[cfe-dev] Varying per function optimisation based on include path?

Tue Aug 20 22:39:52 PDT 2019

I deliberately don't bring up call direction because I don't think it's
important and I want to keep things simple:
- If the code is user code, it should not be inlined.
- If the code is system code (including non-standard 3rd-party
dependencies), it should be inlined.

Take a hypothetical call stack from this example program
<https://wandbox.org/permlink/oI43EGHIERSNpy52>:

?: std::strncmp(....) <- C standard library function, possibly an
intrinsic, inline
?: std::string::operator==(char const*)  <- standard library function,
inline
8: [](std::string const&) {....} <- lambda, don't inline
?: std::find_if(....) <- standard library taking lambda, inline
4: contains_sg15 <- user function containing lambda, don't inline
13: main <- user's main function, don't inline

I think whether to inline the lambda is mildly contentious but I think we
both agree it should not be inlined. The real question is whether to inline
`std::find_if`. I guess you're suggesting we don't inline it. I think -- on
balance -- we probably should.

Let's step through this program and let's assume that I only use the "step
into" functionality of the debugger, because that's an easy way to 'visit'
an entire program. Let's assume `find_if` is a single function.

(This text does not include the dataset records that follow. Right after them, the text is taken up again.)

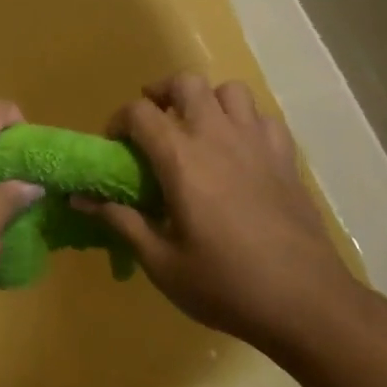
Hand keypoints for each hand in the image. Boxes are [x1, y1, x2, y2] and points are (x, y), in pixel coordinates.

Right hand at [82, 74, 359, 354]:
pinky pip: (263, 118)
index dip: (119, 121)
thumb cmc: (225, 284)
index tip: (115, 145)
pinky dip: (245, 122)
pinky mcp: (286, 158)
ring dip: (208, 101)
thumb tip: (80, 199)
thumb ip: (121, 222)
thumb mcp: (161, 262)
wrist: (306, 302)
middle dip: (163, 93)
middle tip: (154, 120)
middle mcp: (217, 136)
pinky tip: (239, 150)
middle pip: (186, 83)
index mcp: (181, 158)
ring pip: (229, 91)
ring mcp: (256, 143)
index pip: (140, 112)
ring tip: (198, 128)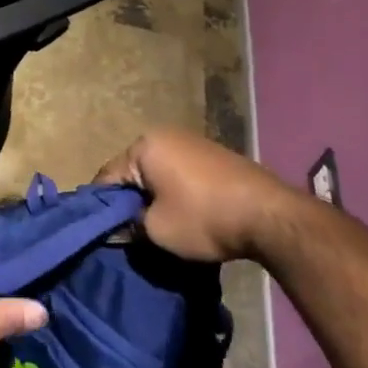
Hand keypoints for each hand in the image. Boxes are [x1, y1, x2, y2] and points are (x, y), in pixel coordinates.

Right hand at [96, 127, 299, 262]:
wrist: (267, 214)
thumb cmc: (202, 217)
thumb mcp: (156, 230)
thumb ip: (129, 226)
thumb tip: (119, 228)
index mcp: (144, 146)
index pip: (107, 176)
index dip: (100, 207)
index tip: (99, 232)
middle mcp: (164, 135)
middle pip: (132, 171)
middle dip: (128, 200)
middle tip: (125, 231)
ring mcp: (191, 141)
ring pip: (156, 172)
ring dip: (152, 196)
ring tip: (152, 226)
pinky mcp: (212, 155)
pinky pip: (178, 173)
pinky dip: (172, 192)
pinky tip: (179, 214)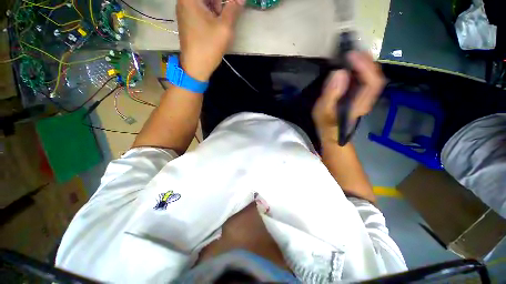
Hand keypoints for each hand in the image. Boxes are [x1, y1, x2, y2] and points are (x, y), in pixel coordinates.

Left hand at [177, 0, 244, 81]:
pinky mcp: (187, 21)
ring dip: (215, 7)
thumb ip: (233, 9)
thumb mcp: (224, 27)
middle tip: (227, 13)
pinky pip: (199, 10)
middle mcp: (184, 1)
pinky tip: (215, 25)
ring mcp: (184, 11)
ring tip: (221, 22)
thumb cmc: (209, 47)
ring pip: (203, 2)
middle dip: (219, 3)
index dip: (224, 2)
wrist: (196, 67)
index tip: (232, 6)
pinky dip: (209, 13)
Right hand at [312, 51, 385, 143]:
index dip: (364, 66)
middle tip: (352, 49)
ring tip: (352, 52)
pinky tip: (352, 63)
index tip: (350, 55)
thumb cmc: (326, 124)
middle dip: (366, 60)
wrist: (331, 133)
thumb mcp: (323, 111)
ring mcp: (365, 96)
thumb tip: (339, 72)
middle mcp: (367, 98)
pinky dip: (361, 67)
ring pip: (373, 75)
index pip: (371, 82)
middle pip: (376, 76)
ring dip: (365, 62)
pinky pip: (366, 78)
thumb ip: (331, 94)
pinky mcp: (360, 94)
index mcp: (359, 104)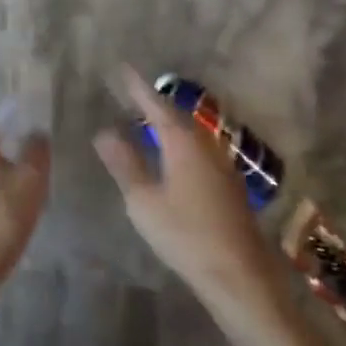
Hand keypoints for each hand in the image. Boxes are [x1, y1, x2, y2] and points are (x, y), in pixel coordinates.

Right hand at [95, 68, 280, 308]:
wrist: (240, 277)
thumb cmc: (186, 236)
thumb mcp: (144, 201)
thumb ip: (125, 164)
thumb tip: (104, 132)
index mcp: (183, 142)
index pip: (155, 104)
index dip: (137, 87)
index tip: (122, 68)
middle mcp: (205, 144)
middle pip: (176, 114)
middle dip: (153, 102)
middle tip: (130, 91)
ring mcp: (221, 163)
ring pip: (190, 131)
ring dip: (168, 121)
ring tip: (146, 118)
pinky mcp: (228, 183)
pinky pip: (198, 147)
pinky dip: (180, 140)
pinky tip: (172, 152)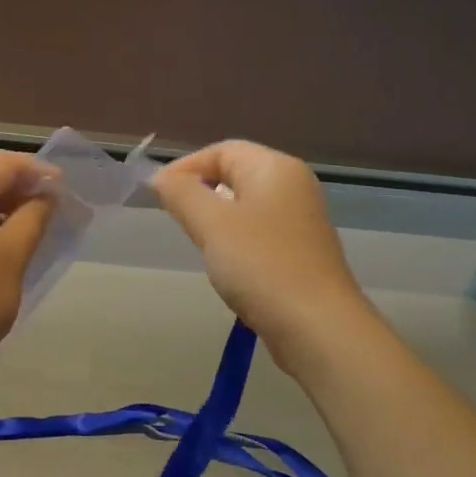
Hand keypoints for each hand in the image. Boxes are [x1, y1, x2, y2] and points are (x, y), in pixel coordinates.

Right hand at [153, 140, 372, 355]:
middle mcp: (293, 186)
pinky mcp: (301, 250)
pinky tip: (226, 265)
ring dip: (216, 219)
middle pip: (235, 174)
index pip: (221, 150)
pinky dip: (235, 240)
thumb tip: (162, 178)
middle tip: (177, 220)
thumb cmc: (261, 265)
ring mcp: (300, 220)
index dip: (185, 167)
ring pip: (245, 205)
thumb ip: (182, 194)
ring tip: (199, 243)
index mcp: (275, 168)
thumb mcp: (211, 224)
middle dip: (200, 192)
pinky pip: (258, 231)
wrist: (317, 326)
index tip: (158, 196)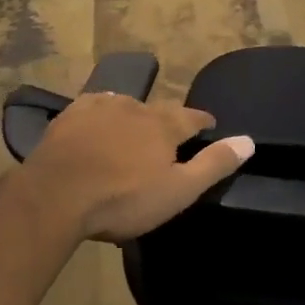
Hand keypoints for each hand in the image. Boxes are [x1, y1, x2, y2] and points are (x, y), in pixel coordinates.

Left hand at [20, 93, 253, 243]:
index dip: (203, 122)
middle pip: (159, 110)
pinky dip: (102, 114)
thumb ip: (213, 164)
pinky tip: (98, 123)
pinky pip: (95, 106)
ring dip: (134, 116)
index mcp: (164, 125)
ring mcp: (101, 107)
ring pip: (127, 105)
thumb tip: (248, 140)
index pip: (192, 118)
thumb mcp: (177, 191)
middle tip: (168, 135)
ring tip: (133, 131)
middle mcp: (137, 107)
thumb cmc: (122, 199)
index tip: (209, 126)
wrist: (56, 195)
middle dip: (167, 121)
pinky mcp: (72, 114)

When I step into the call to `std::find_if`, I think it should skip through
`std::find_if` and take me directly to line 9 in the lambda function in
`contains_sg15`. Then, when I "step into" in the lambda, it'll step over
the `std::string` call and take me directly to line 10. (That's what it
does in GDB at least.) Then when I "step into" again, it *should* take me
back to line 9 in the second lambda invocation.

Now, if that last action doesn't work, I think that's where you have the
concern. I'm not entirely sure what'll happen once `std::find_if` is
inlined. I know that without inlining, "step into" eventually does take me
back to line 9 of the lambda body. If it doesn't, it's going to kick me
back out into the body of `contains_sg15` which is a problem.

In that case, yes, maybe saying that functions which call non-`-isystem`
functions should not be inlined is a rule to consider. But that instantly
makes things more complicated: we now have a new reason why the same
function might be both inlined and not inlined in the same TU. I don't know
if that's a problem. We now send the user into the guts of a standard
library call. That *is* a problem. That code looks frightening and
obfuscated to the average developer.

A workaround to the problem would be to put a breakpoint in the lambda
function. I personally would be perfectly happy with that compromise. We're
looking at a problem which game developers (among others) experience then
in-header functions are defined in the user's TU. In C code and non-modern
C++, the offending code is defined in a separate .cpp file.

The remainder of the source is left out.